If you’re familiar with WordPress, you’ll know what a post is, basically an article on a website, with a title, some content, possibly one or more categories or tags, and sometimes a post thumbnail image.
This works great for articles like this one, where you have a topic you want to write about, and you want your visitors to see the article on your blog page and click through to the post to read the full article.

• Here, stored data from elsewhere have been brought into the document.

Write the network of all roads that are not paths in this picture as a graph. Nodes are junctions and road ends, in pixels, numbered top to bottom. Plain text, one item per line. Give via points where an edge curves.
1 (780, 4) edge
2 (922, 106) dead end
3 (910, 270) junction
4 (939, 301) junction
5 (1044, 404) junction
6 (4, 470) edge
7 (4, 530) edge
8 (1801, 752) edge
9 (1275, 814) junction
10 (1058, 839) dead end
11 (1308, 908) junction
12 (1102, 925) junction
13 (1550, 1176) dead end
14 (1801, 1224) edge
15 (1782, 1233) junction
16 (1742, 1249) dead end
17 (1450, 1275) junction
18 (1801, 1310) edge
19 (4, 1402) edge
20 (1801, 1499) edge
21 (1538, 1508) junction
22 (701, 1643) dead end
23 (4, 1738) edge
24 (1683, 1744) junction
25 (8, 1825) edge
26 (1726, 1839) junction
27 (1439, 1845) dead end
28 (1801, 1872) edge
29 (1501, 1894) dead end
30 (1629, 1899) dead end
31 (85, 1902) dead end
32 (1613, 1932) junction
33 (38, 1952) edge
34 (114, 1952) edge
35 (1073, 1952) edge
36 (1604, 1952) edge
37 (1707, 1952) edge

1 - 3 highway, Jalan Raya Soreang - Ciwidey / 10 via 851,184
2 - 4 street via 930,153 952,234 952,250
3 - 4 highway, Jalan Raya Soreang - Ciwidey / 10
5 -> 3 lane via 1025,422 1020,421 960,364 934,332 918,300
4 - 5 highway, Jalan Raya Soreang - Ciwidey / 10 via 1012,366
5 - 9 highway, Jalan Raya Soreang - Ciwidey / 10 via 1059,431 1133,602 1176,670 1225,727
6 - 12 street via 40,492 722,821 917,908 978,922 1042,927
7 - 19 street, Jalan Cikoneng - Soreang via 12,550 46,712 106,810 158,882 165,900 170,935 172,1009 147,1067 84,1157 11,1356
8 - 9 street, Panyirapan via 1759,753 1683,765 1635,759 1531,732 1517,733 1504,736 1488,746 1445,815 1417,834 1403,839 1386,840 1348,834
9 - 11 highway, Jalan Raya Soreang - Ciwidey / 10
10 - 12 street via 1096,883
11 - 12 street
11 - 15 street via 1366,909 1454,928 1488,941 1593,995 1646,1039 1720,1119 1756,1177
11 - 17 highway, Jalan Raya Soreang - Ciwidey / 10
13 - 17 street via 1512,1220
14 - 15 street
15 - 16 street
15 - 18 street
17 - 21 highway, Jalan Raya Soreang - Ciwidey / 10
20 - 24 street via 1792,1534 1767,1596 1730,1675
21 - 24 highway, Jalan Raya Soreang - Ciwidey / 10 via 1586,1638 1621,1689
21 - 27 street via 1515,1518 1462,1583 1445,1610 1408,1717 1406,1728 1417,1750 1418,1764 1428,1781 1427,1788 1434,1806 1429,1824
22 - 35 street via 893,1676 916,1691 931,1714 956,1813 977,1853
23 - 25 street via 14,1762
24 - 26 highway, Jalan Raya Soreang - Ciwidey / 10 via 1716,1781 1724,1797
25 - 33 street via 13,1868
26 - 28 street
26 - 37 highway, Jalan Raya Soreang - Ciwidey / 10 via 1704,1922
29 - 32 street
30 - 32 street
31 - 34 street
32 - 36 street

But what if you want to post something that doesn’t really warrant a full post? Say, a link to an external site that you want your readers to know about, but you don’t want to write a whole article about it. Or an inspirational quote that you want people to see in your blog, but you don’t want to say anything else about it. Or a Facebook or Twitter style status update.
That’s where post formats come in handy. You can give your post one of nine predefined formats, and this will allow it to be displayed differently to a standard post.
For example, if you just want to link to another site, you can give your post the ‘link’ format, and have it link to that site straight from the blog page, bypassing the post altogether.
For a great example of this, see Digging into WordPress. If you scroll down the home page, you’ll see that among the standard posts are several ‘link’ format posts, which you’ll notice by the chain background image. If you click the titles of these posts, rather than taking you to the post itself, you are taken directly to the external site.
Note that these posts still exist as single posts, and still appear in your rss feed, you’re just modifying the appearance of the posts to create a simpler user experience.
There are nine post formats you can choose from:
This gives you a great deal of control over how your content is displayed on your site. You could set up your theme so that ‘quote’ posts appear in your blog page amongst your standard posts, in a nice blockquote style, but do not link to the post itself. ‘Video’ and ‘Audio’ posts could be given their own unique styles too. You can choose to enable as many or as few of the post formats as you need.
Hang on. Hasn’t this always been possible?
In a way, yes. WordPress users have been styling different types of posts in different ways for years, but it has always been done using categories. For example you could put a post in the ‘Links’ category and then assign different styles to any posts in that category.
That’s fine, and that method will still work, but the reason post formats are a more desirable solution is that they provide a standardised list of regularly used formats. This is so that theme designers will be able to design themes that support all available post formats, whereas if you were to define your own formats using categories, chances are no other theme would support them.
Nothing I’ve read about WordPress post formats suggests that there are any disadvantages to using them, but as I read more about them, I started wondering about the SEO implications.
There are two areas where there may be potential SEO drawbacks to using post formats.
The first is having posts with very little content in them. Each ‘link’, ‘quote’ or ‘status’ post is still a post in the database, with its own URL and its own page on the web. If your site is littered with these very short posts, it could be a disadvantage in terms of keyword density, as you would have a lot of pages on your site which don’t appear to be ‘about’ very much.
The second area is the possibility of having pages on your site which are not reachable by the search engines. If you omit the permalink to your ‘quote’ or ‘status’ posts, then there may be no way to reach those posts without typing in the URL directly. Google’s Webmaster Guidelines state that “Every page should be reachable from at least one static text link.” so again this could have a detrimental effect on your site’s SEO.
The linking issue could be avoided by giving posts a relevant category in addition to a format, so that all ‘link’ posts would also belong to the Links category.
Any thoughts or insights into the SEO implications of post formats would be very welcome, as well as any inventive uses of post formats that you’ve come across.
For details of how to implement post formats in your WordPress theme, see the codex entry, and the external resources listed at the bottom of that page.